There's got to be at least one RESF member on your team. You can sell the technique by telling them they get to use Rust in your web front end.

The "predictable performance" point applies not just to performance across browsers but also that you don't need to pay JIT warm-up costs. A while back, I ran some benchmarks on the same codebase in TypeScript and AssemblyScript and found that wasm was much faster than JS for short computations and often slower than JS when V8 is given multiple seconds to fully warm up the JIT:


So really, it depends a lot on the use case. In my case, it's often a short-lived node process that a user is directly waiting on, so compiling to wasm is probably useful.
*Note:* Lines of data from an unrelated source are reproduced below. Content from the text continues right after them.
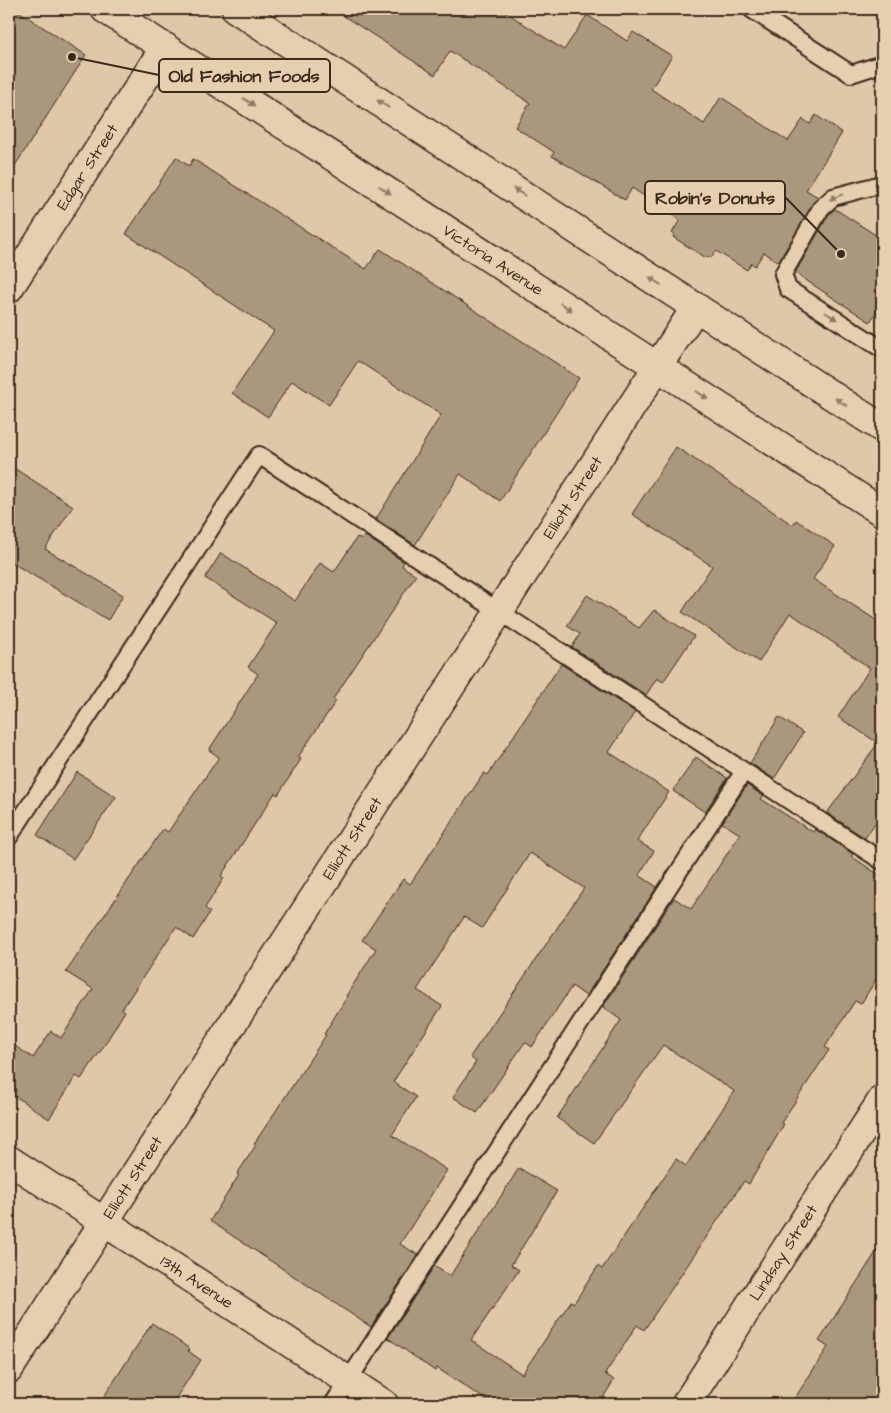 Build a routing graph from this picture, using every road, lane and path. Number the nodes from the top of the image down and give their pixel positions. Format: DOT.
graph roads {
  1 [pos="105,9"];
  2 [pos="236,9"];
  3 [pos="751,9"];
  4 [pos="164,47"];
  5 [pos="882,64"];
  6 [pos="882,184"];
  7 [pos="9,288"];
  8 [pos="696,308"];
  9 [pos="882,349"];
  10 [pos="659,367"];
  11 [pos="882,428"];
  12 [pos="882,512"];
  13 [pos="499,612"];
  14 [pos="744,771"];
  15 [pos="9,838"];
  16 [pos="882,861"];
  17 [pos="882,1100"];
  18 [pos="9,1160"];
  19 [pos="104,1222"];
  20 [pos="9,1369"];
  21 [pos="348,1381"];
  22 [pos="333,1404"];
  23 [pos="384,1404"];
  24 [pos="686,1404"];
  1 -- 4 [label="street, Victoria Avenue"];
  8 -- 2 [label="street, one-way"];
  3 -- 5 [label="lane"];
  4 -- 7 [label="street, Edgar Street"];
  4 -- 10 [label="street, Victoria Avenue, one-way"];
  6 -- 9 [label="lane, one-way"];
  8 -- 10 [label="street, Elliott Street"];
  11 -- 8 [label="street, one-way"];
  10 -- 12 [label="street, Victoria Avenue, one-way"];
  10 -- 13 [label="street, Elliott Street"];
  13 -- 14 [label="lane"];
  13 -- 15 [label="lane"];
  13 -- 19 [label="street, Elliott Street"];
  14 -- 16 [label="lane"];
  14 -- 21 [label="lane"];
  17 -- 24 [label="street, Lindsay Street"];
  18 -- 19 [label="street, 13th Avenue"];
  19 -- 20 [label="street, Elliott Street"];
  19 -- 21 [label="street, 13th Avenue"];
  21 -- 22 [label="lane"];
  21 -- 23 [label="street, 13th Avenue"];
}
It also depends on what you're doing; some types of work (e.g. where you'd want careful memory management) are a lot harder for V8 to optimize from JS and can be expressed more nicely in AssemblyScript or another language that gives more memory flexibility.

For that, it looks like unless you're running the same js on a really huge dataset webassembly will win (going from the second speed test). Even when you're compiling 50MB of JS with that thing, Wasm is 5% slower than JS, and when you're compiling 500KB (more typical) it's 300% faster.

Wow all these numbers seem insanely bad. 500 milliseconds to transpose 16 million pixels (so 64mil bytes)? A modern CPU should able to do that at least 10x faster, if not 100x.

They are bad but not way off for that basic for loop, depending on which rotation is being applied.

Using their code on my Intel-based workstation at around 3ghz using GCC 7.3 it takes around 80-100ms to rotate a 4096x4096 buffer 90 or 270, and 14ms to rotate 180.

Max memory bandwidth of something like an i9-9900k is 41.2GB/s. This test reads & writes 128mib of data. So max theoretical achievable performance here is around 3-4ms. Max theoretical. So 100x is not really feasible. 10x, though, very much is, as the quick convert shows a peak time of 14ms with a 180* rotation.

Of course the major source of slowness here is that the reads/writes are not sequential, and the 90 & 270 rotations are achieving a fraction of the possible bandwidth they could as the input reads are jumping around, so every single one is a cache miss and the other 60 bytes in each cache line on the miss will be purged before it's used again.

Flipping it would mean the writes are never utilizing a full cache line, either, though. So you can't really "fix" that, not easily at least. So either your read or write bandwidth ends up tanking and you can only achieve roughly 6% of the max (only ever using 4 bytes of the 64-byte cache line) for that half of the problem. Without some clever magic to handle this your max theoretical on a 41.2GB/s CPU drops to around 50ms.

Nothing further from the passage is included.